You can download my complete code either from Colab or GitHub.

For Unpaired Samples

non_param_unpaired_CI python function

Let’s go through the example listed in the paper itself, so that we can compare results:

Mann-whitney u test confidence interval python

Unpaired dataset

n =Group 1 or Sample 1 size = 10

m =Group 2 or Sample 2 size = 10

Sort both the Samples’ values and out them as column headers and row indices respectively. We need to calculate the difference of each observation in Sample 1 with every observation in Sample 2, giving us nxm differences. Here’s how it looks:

Mann-whitney u test confidence interval python

n x m differences

In our python function, non_param_unpaired_CI( ), this is achieved by the following line of code:

Mann-whitney u test confidence interval python

n x m differences in python

The estimate of the difference in population medians or means is now given by the median of these differences. From the 100 differences in the table the 50th smallest difference is -6 g/l and the 51st is -5 g/l so the median difference is estimated as (-6+(-5))/2= -5.5 g/l. This can be calculated in python by :

Mann-whitney u test confidence interval python

median of the differences

We need the Kth smallest and Kth largest median difference value to find the interval range. K is given as:

Mann-whitney u test confidence interval python

K for unpaired samples

Mann-whitney u test confidence interval python

Here, this term is simply the percentile at a given confidence level. If our confidence level is 0.95, then alpha would be (1–0.95) = 0.05. We can use this in python to calculate N as :

Mann-whitney u test confidence interval python

N calculated

and hence K as :

Mann-whitney u test confidence interval python

K calculated

This comes out to be 24. The 24th smallest difference is -10 g/l and the 24th largest is + 1 g/l. Hence the 95% confidence interval for the difference in population medians is from -10 g/l to +1 g/l.

For Paired Samples

This can be used in case of Wilcoxon signed-rank test.

non_param_paired_CI python function

Mann-whitney u test confidence interval python

Worked example — paired samples

Notice that the very first step here is to calculate the differences in observations of each sample (After-before).

n = size of each Sample = 11

Let’s now calculate our N and K, with confidence level 0.95 and alpha = (1–0.95) = 0.05 :

Mann-whitney u test confidence interval python

N calculated

Mann-whitney u test confidence interval python

K formula

Mann-whitney u test confidence interval python

K calculated

K comes out to be 11.

We’ll now create a n x n table with all the average of differences.
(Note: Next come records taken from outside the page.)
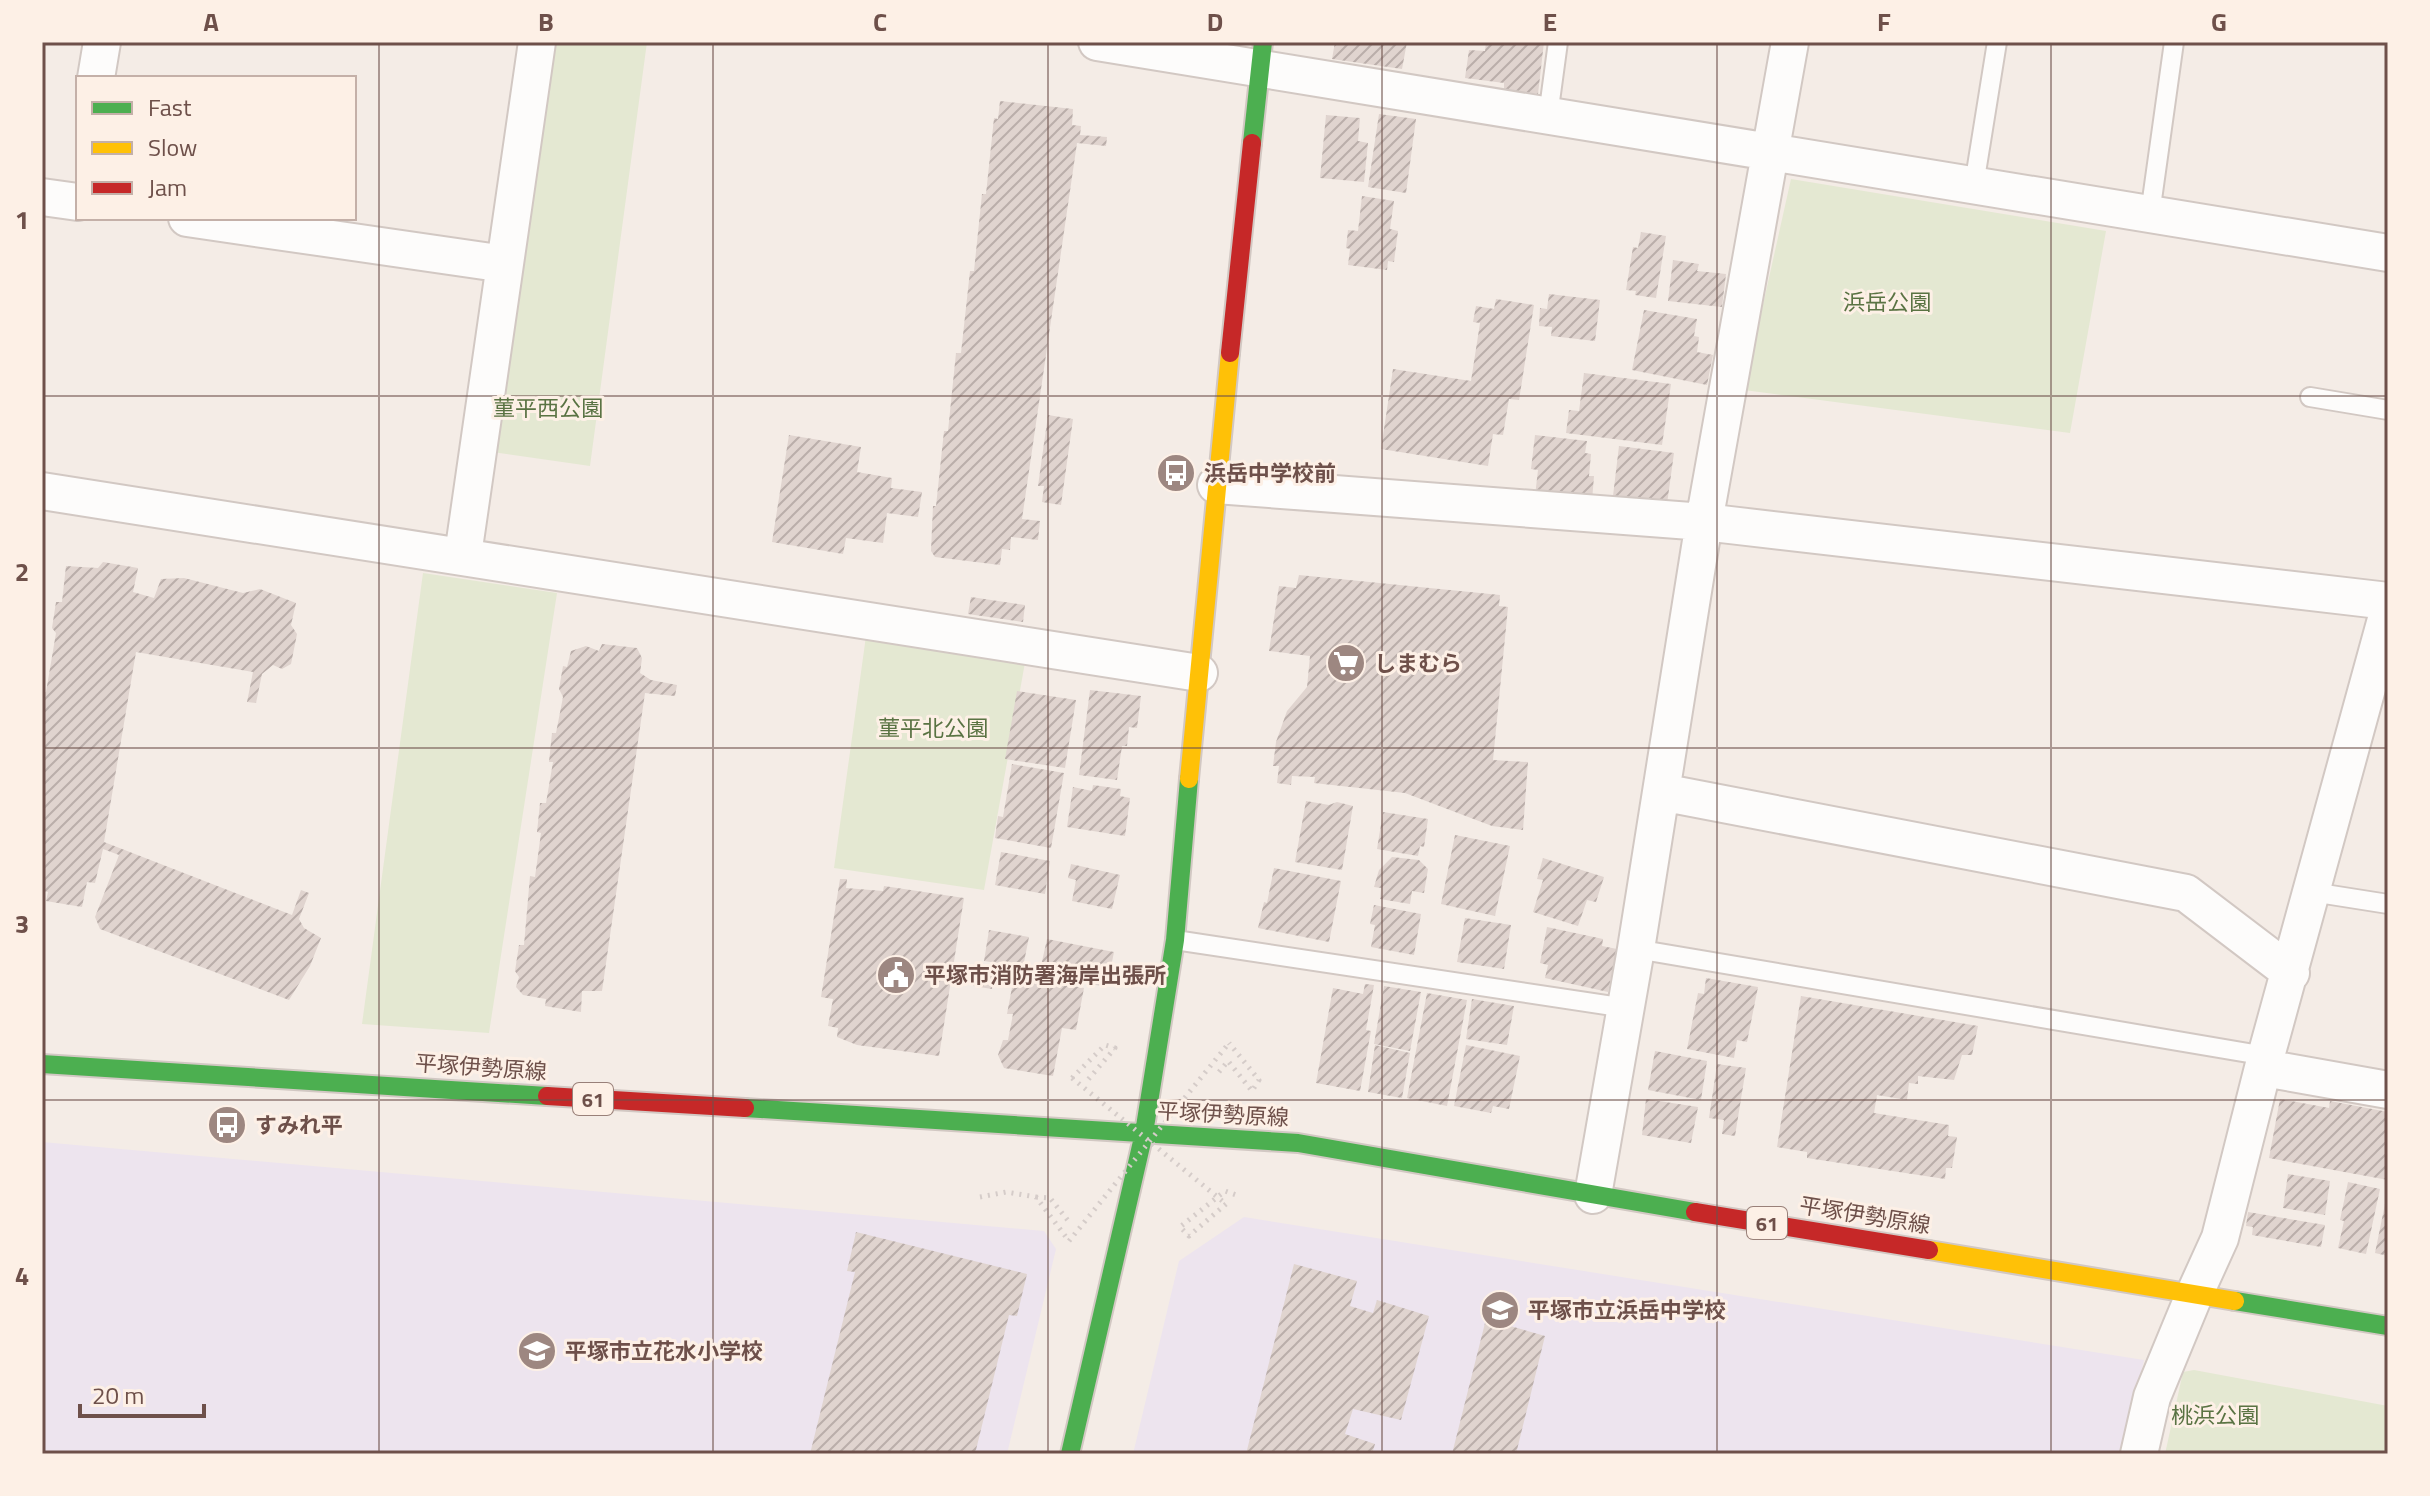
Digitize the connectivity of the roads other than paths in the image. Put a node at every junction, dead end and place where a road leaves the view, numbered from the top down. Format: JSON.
{"nodes":[{"id":1,"x":102,"y":42,"type":"edge"},
{"id":2,"x":537,"y":42,"type":"edge"},
{"id":3,"x":1097,"y":42,"type":"edge"},
{"id":4,"x":1558,"y":42,"type":"edge"},
{"id":5,"x":1790,"y":42,"type":"edge"},
{"id":6,"x":1997,"y":42,"type":"edge"},
{"id":7,"x":2174,"y":42,"type":"edge"},
{"id":8,"x":1262,"y":55,"type":"edge"},
{"id":9,"x":96,"y":76,"type":"edge"},
{"id":10,"x":1548,"y":116,"type":"junction"},
{"id":11,"x":1770,"y":152,"type":"junction"},
{"id":12,"x":1974,"y":185,"type":"junction"},
{"id":13,"x":42,"y":197,"type":"edge"},
{"id":14,"x":76,"y":202,"type":"edge"},
{"id":15,"x":2150,"y":214,"type":"junction"},
{"id":16,"x":201,"y":220,"type":"edge"},
{"id":17,"x":2388,"y":253,"type":"edge"},
{"id":18,"x":505,"y":264,"type":"junction"},
{"id":19,"x":2310,"y":397,"type":"dead end"},
{"id":20,"x":2388,"y":410,"type":"edge"},
{"id":21,"x":1216,"y":485,"type":"junction"},
{"id":22,"x":42,"y":491,"type":"edge"},
{"id":23,"x":1704,"y":522,"type":"junction"},
{"id":24,"x":463,"y":555,"type":"junction"},
{"id":25,"x":2388,"y":601,"type":"edge"},
{"id":26,"x":2388,"y":612,"type":"edge"},
{"id":27,"x":1199,"y":673,"type":"junction"},
{"id":28,"x":2377,"y":699,"type":"edge"},
{"id":29,"x":1661,"y":792,"type":"junction"},
{"id":30,"x":2312,"y":892,"type":"junction"},
{"id":31,"x":2388,"y":904,"type":"edge"},
{"id":32,"x":1175,"y":940,"type":"junction"},
{"id":33,"x":1636,"y":949,"type":"junction"},
{"id":34,"x":2291,"y":973,"type":"junction"},
{"id":35,"x":1626,"y":1008,"type":"junction"},
{"id":36,"x":2265,"y":1062,"type":"junction"},
{"id":37,"x":42,"y":1064,"type":"edge"},
{"id":38,"x":2388,"y":1090,"type":"edge"},
{"id":39,"x":1147,"y":1137,"type":"junction"},
{"id":40,"x":1593,"y":1195,"type":"junction"},
{"id":41,"x":2195,"y":1293,"type":"junction"},
{"id":42,"x":2388,"y":1326,"type":"edge"},
{"id":43,"x":1070,"y":1454,"type":"edge"},
{"id":44,"x":2139,"y":1454,"type":"edge"}],
"edges":[{"from":1,"to":9,"type":"street"},
{"from":2,"to":18,"type":"street"},
{"from":3,"to":8,"type":"street"},
{"from":4,"to":10,"type":"lane"},
{"from":5,"to":11,"type":"street"},
{"from":6,"to":12,"type":"lane"},
{"from":7,"to":15,"type":"lane"},
{"from":8,"to":10,"type":"street"},
{"from":8,"to":21,"type":"main road"},
{"from":10,"to":11,"type":"street"},
{"from":11,"to":12,"type":"street"},
{"from":11,"to":23,"type":"street"},
{"from":12,"to":15,"type":"street"},
{"from":13,"to":14,"type":"street"},
{"from":15,"to":17,"type":"street"},
{"from":16,"to":18,"type":"street"},
{"from":18,"to":24,"type":"street"},
{"from":19,"to":20,"type":"lane"},
{"from":21,"to":23,"type":"street"},
{"from":21,"to":27,"type":"main road"},
{"from":22,"to":24,"type":"street"},
{"from":23,"to":25,"type":"street"},
{"from":23,"to":29,"type":"street"},
{"from":24,"to":27,"type":"street"},
{"from":26,"to":28,"type":"street"},
{"from":27,"to":32,"type":"main road"},
{"from":28,"to":30,"type":"street"},
{"from":29,"to":33,"type":"street"},
{"from":29,"to":34,"type":"street"},
{"from":30,"to":31,"type":"lane"},
{"from":30,"to":34,"type":"street"},
{"from":32,"to":35,"type":"lane"},
{"from":32,"to":39,"type":"main road"},
{"from":33,"to":35,"type":"street"},
{"from":33,"to":36,"type":"lane"},
{"from":34,"to":36,"type":"street"},
{"from":35,"to":40,"type":"street"},
{"from":36,"to":38,"type":"street"},
{"from":36,"to":41,"type":"street"},
{"from":37,"to":39,"type":"main road","name":"平塚伊勢原線","number":"61"},
{"from":39,"to":40,"type":"main road","name":"平塚伊勢原線","number":"61"},
{"from":39,"to":43,"type":"main road"},
{"from":40,"to":41,"type":"main road","name":"平塚伊勢原線","number":"61"},
{"from":41,"to":42,"type":"main road","name":"平塚伊勢原線","number":"61"},
{"from":41,"to":44,"type":"street"}]}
Since the column headers and row indices will be the same, we only need the n(n+1)/2 values :

Mann-whitney u test confidence interval python

Average of differences

In python :

Mann-whitney u test confidence interval python

Average of differences in python

The 11th smallest and the 11th largest averages are 11.9 and 25.1, which are therefore, our intervals.

Photo by Lana Abie on Unsplash

Phew! Just in time! Hope this helps someone out there. Do let me know if it does. Now off I go, got to make a spectacular dinner :)

Does Mann Whitney U have confidence interval?

The Mann-Whitney test is a commonly used non-parametric alternative of the two-sample t-test. Despite its frequent use, it is only rarely accompanied with confidence intervals of an effect size.

How do you do a Mann

A Mann-Whitney U test is used to compare the differences between two samples when the sample distributions are not normally distributed and the sample sizes are small (n <30)..
Step 1: Create the data. ... .
Step 2: Conduct a Mann-Whitney U Test. ... .
Step 3: Interpret the results..

How do you find the confidence interval in Python?

Confidence interval calculator in Python.
import numpy as np. ... .
x = np.random.normal(size=100) ... .
m = x.mean() ... .
t_crit = np.abs(t.ppf((1-confidence)/2,dof)) ... .
(m-s*t_crit/np.sqrt(len(x)), m+s*t_crit/np.sqrt(len(x))) # (-0.14017768797464097, 0.259793719043611).

What is p

The p-value represents the probability of getting a test-statistic at least as extreme† as the one you had in your sample, if the null hypothesis were true.